About this exercise » Only lines containing the word "wrist" are needed; pull them out of the material.

Extracted material »
▼
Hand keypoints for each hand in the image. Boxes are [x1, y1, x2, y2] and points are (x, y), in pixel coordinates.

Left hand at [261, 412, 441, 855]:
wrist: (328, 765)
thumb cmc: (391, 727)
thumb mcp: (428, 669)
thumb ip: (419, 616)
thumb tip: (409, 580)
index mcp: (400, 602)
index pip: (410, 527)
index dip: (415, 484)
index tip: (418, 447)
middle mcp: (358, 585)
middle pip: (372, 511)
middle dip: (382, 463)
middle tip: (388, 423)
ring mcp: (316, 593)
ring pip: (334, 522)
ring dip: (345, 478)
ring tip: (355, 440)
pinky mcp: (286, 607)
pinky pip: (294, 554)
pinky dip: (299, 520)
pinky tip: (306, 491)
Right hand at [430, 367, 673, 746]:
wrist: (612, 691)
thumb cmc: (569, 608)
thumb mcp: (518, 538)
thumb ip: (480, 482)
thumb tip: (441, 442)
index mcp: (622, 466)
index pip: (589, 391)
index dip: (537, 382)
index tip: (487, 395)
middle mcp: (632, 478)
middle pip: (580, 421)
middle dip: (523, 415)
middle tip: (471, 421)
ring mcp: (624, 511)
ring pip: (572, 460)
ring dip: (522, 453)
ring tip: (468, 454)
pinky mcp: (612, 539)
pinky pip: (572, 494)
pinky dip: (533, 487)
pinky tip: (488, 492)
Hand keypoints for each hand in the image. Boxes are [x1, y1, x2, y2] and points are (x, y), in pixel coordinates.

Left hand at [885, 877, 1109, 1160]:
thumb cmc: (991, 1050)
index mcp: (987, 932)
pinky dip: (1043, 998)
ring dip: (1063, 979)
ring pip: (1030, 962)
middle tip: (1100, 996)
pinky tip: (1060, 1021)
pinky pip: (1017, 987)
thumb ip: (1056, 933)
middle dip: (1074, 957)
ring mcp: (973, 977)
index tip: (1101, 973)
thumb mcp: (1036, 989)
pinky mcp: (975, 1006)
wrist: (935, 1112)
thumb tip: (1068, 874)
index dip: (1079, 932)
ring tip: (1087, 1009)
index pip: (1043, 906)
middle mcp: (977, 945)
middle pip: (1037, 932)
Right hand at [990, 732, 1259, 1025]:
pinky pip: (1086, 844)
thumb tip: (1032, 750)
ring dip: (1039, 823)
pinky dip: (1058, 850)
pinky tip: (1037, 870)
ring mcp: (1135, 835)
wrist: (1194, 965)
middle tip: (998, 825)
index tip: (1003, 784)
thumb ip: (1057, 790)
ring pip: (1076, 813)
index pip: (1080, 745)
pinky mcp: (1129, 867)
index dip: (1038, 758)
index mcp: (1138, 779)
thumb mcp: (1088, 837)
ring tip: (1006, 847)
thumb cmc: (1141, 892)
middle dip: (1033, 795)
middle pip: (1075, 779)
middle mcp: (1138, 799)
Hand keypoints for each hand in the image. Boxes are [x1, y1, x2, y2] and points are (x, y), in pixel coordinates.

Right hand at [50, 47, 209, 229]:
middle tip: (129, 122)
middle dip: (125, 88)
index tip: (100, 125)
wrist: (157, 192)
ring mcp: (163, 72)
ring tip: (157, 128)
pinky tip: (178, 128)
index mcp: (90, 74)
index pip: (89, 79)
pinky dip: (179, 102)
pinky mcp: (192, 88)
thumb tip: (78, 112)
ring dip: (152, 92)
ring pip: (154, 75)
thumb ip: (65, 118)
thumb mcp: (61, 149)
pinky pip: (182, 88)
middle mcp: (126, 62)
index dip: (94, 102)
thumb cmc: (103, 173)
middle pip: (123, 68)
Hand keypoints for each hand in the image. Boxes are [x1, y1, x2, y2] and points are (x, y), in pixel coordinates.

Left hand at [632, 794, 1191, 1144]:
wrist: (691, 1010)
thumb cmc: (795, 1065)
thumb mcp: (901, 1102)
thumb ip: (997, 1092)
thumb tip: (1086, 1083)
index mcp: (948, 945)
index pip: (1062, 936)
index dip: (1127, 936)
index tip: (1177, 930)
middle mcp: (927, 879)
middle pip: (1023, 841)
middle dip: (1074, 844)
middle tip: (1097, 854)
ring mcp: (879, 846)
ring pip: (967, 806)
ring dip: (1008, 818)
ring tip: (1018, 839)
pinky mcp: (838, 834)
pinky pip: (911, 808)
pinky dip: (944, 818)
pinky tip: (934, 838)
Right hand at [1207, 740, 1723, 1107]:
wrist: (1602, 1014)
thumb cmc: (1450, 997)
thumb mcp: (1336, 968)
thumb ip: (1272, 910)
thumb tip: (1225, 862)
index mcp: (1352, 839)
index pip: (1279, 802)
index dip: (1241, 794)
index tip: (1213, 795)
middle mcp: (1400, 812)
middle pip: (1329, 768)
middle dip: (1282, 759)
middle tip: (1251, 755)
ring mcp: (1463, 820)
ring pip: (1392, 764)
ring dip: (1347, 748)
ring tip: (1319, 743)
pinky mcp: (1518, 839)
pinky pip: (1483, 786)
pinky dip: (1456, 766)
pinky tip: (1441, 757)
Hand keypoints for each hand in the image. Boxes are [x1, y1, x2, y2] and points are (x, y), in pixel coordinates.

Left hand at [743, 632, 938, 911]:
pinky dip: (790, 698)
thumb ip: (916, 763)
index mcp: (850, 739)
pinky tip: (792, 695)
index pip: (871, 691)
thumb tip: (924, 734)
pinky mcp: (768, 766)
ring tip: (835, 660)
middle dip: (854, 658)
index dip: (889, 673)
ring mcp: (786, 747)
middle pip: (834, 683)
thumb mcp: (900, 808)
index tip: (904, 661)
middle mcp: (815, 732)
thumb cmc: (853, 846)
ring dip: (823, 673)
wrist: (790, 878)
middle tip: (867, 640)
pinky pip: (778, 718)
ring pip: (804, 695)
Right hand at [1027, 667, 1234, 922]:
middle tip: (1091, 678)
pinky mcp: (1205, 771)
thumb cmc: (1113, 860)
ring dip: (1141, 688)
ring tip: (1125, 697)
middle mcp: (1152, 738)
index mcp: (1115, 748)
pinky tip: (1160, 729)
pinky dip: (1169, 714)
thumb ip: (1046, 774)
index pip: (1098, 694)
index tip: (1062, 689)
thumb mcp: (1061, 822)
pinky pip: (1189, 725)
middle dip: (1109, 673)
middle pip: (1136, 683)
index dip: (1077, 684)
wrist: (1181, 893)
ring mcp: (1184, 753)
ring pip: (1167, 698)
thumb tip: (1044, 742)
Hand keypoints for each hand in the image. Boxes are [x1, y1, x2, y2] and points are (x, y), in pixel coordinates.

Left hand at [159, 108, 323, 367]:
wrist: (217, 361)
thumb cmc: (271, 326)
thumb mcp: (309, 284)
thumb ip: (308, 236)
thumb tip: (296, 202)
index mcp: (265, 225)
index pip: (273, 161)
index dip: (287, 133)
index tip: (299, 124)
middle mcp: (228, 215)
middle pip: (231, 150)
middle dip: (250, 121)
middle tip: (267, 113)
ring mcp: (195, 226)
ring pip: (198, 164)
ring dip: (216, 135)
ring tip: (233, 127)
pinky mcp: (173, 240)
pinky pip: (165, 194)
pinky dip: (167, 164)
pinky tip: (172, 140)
▲
Written solution »
wrist: (328, 765)
wrist: (612, 691)
wrist: (935, 1112)
wrist: (1194, 965)
wrist: (157, 192)
wrist: (691, 1010)
wrist: (1602, 1014)
wrist: (790, 878)
wrist: (1181, 893)
wrist: (217, 361)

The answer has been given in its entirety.